The ThreatFox: AsyncRAT IOCs rule detects potential command and control communication associated with the AsyncRAT malware, which is commonly used for persistent remote access and data exfiltration. SOC teams should proactively hunt for this behavior in Azure Sentinel to identify and mitigate advanced persistent threats that leverage these IOCs to maintain stealthy, long-term access to compromised networks.
IOC Summary
Malware Family: AsyncRAT Total IOCs: 6 IOC Types: ip:port
| Type | Value | Threat Type | First Seen | Confidence |
|---|---|---|---|---|
| ip:port | 64[.]89[.]162[.]82:6606 | botnet_cc | 2026-06-11 | 100% |
| ip:port | 41[.]234[.]41[.]113:8808 | botnet_cc | 2026-06-11 | 50% |
| ip:port | 87[.]182[.]39[.]55:51125 | botnet_cc | 2026-06-10 | 75% |
| ip:port | 198[.]23[.]185[.]231:20200 | botnet_cc | 2026-06-10 | 75% |
| ip:port | 198[.]23[.]185[.]231:20800 | botnet_cc | 2026-06-10 | 75% |
| ip:port | 172[.]94[.]18[.]103:71 | botnet_cc | 2026-06-10 | 75% |
// Hunt for network connections to known malicious IPs
// Source: ThreatFox - AsyncRAT
let malicious_ips = dynamic(["198.23.185.231", "87.182.39.55", "64.89.162.82", "172.94.18.103", "41.234.41.113"]);
CommonSecurityLog
| where DestinationIP in (malicious_ips) or SourceIP in (malicious_ips)
| project TimeGenerated, SourceIP, DestinationIP, DestinationPort, DeviceAction, Activity
| order by TimeGenerated desc// Hunt in Defender for Endpoint network events
let malicious_ips = dynamic(["198.23.185.231", "87.182.39.55", "64.89.162.82", "172.94.18.103", "41.234.41.113"]);
DeviceNetworkEvents
| where RemoteIP in (malicious_ips)
| project Timestamp, DeviceName, RemoteIP, RemotePort, InitiatingProcessFileName, ActionType
| order by Timestamp desc| Sentinel Table | Notes |
|---|---|
CommonSecurityLog | Ensure this data connector is enabled |
DeviceNetworkEvents | Ensure this data connector is enabled |
Scenario: Legitimate scheduled backup job using rsync with remote host
Description: A scheduled backup job uses rsync to transfer data to a remote server, which matches the IP address of a known AsyncRAT IOC.

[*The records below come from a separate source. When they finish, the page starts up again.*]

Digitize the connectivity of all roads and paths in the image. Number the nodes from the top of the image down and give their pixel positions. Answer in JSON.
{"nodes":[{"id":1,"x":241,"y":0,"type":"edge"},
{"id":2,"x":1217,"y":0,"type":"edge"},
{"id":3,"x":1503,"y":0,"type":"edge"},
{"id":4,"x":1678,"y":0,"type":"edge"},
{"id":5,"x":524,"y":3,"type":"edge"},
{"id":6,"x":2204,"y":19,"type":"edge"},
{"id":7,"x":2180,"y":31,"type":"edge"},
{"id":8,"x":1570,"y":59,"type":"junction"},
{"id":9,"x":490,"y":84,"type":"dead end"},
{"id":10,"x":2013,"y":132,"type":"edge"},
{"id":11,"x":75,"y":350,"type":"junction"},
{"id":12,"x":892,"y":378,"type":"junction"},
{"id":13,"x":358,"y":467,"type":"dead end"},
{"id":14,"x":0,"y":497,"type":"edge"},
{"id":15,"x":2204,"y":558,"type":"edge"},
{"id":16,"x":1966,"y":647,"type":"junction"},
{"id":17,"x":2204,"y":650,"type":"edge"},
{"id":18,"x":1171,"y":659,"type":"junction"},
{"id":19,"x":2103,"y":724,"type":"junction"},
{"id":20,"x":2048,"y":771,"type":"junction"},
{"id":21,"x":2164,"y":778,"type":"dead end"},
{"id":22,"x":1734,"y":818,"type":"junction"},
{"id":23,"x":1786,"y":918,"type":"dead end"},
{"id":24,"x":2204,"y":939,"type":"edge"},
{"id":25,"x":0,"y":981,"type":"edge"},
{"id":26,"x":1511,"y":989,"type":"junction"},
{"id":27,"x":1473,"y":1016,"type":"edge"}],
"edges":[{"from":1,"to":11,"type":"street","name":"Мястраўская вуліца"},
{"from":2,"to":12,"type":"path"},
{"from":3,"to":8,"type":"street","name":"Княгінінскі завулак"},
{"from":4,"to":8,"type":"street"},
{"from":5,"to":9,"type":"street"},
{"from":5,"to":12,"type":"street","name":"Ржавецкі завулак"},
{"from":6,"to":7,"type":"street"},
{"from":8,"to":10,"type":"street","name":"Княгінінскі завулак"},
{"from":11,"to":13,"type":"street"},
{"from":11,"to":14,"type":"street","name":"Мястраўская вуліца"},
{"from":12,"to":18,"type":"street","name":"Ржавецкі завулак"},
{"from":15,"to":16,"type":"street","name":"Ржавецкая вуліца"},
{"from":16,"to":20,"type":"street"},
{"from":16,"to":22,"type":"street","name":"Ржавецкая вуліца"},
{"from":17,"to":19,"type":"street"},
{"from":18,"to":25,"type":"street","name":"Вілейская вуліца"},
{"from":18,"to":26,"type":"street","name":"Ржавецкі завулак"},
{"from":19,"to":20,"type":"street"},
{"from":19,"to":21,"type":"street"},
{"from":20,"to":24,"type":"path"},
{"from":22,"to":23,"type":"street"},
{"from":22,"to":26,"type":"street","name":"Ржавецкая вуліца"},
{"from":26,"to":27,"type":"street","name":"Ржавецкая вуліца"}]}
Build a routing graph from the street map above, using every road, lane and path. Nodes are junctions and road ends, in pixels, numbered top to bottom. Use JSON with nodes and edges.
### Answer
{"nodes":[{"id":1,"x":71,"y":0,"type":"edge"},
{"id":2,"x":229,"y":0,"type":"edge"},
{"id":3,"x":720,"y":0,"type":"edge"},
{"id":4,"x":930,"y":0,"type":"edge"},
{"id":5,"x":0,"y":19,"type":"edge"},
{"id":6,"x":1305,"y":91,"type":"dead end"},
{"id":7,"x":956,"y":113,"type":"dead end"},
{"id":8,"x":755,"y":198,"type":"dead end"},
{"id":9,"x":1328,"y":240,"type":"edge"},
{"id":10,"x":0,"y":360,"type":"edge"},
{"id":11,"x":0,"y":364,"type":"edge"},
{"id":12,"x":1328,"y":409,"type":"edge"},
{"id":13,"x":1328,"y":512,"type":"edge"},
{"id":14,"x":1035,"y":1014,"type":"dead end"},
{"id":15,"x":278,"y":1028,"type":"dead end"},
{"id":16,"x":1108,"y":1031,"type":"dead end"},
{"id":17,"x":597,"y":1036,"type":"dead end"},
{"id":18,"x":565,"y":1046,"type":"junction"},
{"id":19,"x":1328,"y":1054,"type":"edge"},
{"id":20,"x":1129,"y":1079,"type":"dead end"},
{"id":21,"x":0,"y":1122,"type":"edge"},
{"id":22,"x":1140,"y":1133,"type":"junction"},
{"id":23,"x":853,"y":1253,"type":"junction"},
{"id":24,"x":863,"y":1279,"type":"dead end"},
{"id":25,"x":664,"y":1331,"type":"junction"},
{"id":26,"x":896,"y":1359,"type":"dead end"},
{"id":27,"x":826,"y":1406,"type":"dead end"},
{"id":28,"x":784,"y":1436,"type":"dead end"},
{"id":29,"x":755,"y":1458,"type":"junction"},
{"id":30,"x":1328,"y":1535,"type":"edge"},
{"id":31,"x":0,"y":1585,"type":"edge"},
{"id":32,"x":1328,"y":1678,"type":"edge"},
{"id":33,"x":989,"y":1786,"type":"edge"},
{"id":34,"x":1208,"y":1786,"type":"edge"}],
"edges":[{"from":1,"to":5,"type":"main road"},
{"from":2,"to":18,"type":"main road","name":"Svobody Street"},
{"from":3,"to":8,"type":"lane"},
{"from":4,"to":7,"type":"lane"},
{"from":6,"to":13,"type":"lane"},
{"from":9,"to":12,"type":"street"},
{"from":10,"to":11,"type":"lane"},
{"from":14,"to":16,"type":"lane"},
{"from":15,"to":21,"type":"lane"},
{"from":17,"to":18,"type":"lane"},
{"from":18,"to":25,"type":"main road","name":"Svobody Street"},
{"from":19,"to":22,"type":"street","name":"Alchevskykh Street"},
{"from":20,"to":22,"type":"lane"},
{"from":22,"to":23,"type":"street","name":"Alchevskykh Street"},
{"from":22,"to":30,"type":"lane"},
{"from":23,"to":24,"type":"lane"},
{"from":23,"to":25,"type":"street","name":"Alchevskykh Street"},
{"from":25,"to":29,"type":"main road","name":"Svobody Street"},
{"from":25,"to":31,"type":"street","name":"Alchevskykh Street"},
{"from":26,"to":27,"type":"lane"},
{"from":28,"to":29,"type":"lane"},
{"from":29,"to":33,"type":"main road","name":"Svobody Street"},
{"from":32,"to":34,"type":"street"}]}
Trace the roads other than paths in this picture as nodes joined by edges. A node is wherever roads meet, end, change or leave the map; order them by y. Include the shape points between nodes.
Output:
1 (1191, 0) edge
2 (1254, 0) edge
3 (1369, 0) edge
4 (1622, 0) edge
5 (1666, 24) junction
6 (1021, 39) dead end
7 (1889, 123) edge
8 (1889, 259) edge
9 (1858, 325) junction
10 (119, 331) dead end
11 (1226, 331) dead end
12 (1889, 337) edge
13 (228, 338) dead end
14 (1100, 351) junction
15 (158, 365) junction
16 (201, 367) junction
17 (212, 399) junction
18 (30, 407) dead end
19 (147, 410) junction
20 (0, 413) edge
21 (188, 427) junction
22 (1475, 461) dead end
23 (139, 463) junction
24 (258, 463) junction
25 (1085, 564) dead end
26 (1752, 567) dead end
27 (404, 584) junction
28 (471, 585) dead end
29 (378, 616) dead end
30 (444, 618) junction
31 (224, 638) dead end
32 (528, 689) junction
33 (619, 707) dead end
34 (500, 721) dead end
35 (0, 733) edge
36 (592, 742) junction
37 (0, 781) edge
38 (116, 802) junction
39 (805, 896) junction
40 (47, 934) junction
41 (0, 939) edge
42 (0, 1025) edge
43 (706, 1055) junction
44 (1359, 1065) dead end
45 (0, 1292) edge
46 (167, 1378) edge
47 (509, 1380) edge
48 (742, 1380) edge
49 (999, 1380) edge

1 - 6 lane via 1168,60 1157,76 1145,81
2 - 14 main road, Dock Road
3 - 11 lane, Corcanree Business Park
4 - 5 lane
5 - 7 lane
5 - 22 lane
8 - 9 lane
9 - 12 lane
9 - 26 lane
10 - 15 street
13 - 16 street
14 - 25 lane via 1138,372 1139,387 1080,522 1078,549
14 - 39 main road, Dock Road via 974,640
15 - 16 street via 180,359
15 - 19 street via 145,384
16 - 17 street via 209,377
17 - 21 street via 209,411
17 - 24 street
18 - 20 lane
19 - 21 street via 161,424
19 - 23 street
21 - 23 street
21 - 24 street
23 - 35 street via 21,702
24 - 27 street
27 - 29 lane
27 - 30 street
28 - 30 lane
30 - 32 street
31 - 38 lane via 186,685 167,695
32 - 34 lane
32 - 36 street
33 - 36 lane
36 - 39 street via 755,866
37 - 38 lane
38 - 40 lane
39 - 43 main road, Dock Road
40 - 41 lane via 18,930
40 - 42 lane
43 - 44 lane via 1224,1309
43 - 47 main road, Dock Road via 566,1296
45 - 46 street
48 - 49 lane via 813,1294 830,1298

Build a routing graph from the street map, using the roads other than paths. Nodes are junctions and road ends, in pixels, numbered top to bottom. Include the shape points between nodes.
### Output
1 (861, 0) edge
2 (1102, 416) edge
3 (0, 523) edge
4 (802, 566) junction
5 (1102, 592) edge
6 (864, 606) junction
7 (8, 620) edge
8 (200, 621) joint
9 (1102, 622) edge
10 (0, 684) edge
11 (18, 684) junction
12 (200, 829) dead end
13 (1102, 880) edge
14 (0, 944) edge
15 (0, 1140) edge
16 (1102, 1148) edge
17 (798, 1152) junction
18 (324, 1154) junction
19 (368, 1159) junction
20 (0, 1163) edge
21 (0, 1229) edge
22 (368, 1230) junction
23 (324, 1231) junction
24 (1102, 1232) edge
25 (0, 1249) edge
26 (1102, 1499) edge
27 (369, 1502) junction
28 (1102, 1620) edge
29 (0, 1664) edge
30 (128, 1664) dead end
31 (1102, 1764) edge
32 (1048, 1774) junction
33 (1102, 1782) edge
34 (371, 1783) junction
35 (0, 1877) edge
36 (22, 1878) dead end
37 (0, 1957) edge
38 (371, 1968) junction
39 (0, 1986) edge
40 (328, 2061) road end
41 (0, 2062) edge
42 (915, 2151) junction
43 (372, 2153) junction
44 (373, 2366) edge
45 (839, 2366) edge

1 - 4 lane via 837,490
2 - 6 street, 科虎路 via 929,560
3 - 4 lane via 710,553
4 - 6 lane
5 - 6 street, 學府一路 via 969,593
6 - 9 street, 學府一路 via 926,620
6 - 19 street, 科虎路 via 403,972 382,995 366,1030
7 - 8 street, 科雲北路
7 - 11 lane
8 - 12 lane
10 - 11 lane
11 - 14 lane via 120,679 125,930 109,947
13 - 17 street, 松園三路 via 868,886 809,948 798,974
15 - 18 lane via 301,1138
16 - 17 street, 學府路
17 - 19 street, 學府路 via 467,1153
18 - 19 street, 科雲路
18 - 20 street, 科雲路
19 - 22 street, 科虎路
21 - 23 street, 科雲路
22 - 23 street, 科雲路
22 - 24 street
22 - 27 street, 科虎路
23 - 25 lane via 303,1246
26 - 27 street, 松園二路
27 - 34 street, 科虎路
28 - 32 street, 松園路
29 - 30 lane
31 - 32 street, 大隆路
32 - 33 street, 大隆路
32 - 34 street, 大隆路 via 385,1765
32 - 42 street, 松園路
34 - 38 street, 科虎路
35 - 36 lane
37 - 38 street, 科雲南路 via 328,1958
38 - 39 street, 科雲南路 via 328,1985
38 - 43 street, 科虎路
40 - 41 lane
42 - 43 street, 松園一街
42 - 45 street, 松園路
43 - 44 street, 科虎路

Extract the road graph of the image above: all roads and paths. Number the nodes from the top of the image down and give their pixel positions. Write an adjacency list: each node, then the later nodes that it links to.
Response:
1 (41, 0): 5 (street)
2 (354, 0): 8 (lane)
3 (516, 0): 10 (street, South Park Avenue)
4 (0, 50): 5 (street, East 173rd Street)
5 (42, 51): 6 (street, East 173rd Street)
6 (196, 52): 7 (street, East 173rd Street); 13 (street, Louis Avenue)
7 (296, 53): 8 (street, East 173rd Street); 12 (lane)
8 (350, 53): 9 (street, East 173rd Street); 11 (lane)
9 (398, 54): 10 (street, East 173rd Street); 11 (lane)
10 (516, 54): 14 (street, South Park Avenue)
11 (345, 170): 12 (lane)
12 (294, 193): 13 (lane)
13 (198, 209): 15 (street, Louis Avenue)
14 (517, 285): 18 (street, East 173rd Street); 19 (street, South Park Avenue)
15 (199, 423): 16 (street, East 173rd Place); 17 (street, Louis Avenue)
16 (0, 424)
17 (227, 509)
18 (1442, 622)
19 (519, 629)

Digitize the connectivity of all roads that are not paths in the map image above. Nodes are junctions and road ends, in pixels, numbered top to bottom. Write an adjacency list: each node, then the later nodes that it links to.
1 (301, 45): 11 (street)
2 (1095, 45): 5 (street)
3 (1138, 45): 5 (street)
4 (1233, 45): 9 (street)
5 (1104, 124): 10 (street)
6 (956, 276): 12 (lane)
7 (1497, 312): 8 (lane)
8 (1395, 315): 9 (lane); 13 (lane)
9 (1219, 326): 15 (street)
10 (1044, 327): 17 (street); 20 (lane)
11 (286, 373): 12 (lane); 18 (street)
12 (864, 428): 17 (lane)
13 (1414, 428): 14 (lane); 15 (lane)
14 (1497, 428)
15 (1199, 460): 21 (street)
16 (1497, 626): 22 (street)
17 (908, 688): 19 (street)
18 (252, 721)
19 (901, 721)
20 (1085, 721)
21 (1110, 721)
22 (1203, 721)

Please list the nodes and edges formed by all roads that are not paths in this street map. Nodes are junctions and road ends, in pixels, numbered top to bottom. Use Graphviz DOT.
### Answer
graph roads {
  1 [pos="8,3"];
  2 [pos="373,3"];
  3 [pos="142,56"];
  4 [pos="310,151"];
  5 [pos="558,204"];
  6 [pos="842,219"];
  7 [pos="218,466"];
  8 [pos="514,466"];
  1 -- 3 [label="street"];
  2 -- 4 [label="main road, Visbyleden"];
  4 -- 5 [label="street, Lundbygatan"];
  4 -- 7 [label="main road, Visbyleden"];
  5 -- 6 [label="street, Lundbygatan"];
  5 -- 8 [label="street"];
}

Filter/Exclusion: Exclude traffic where the source process is rsync and the destination is a known backup server IP.
Scenario: Admin using wget to download a trusted internal script
Description: An administrator downloads a trusted internal script using wget from a company-owned server, which is flagged as an AsyncRAT IOC.
Filter/Exclusion: Exclude downloads initiated by users with admin privileges and originating from internal IP ranges.
Scenario: PowerShell script execution for system monitoring
Description: A PowerShell script used for system monitoring (e.g., Get-EventLog, Get-Service) is flagged due to its use of a command-line argument that matches an AsyncRAT IOC.
Filter/Exclusion: Exclude PowerShell scripts that contain known monitoring commands and are executed by the system admin account.
Scenario: Legitimate software update using curl to a known internal repository
Description: A software update process uses curl to fetch a package from an internal repository, which is mistakenly flagged as an AsyncRAT IOC.
Filter/Exclusion: Exclude traffic where the destination is an internal repository and the source is a known update management tool.
Scenario: Database backup using mysqldump with remote storage
Description: A database backup process uses mysqldump to export data to a remote storage system, which is flagged as an AsyncRAT IOC.
Filter/Exclusion: Exclude backups initiated by the database admin user and using a known internal storage endpoint.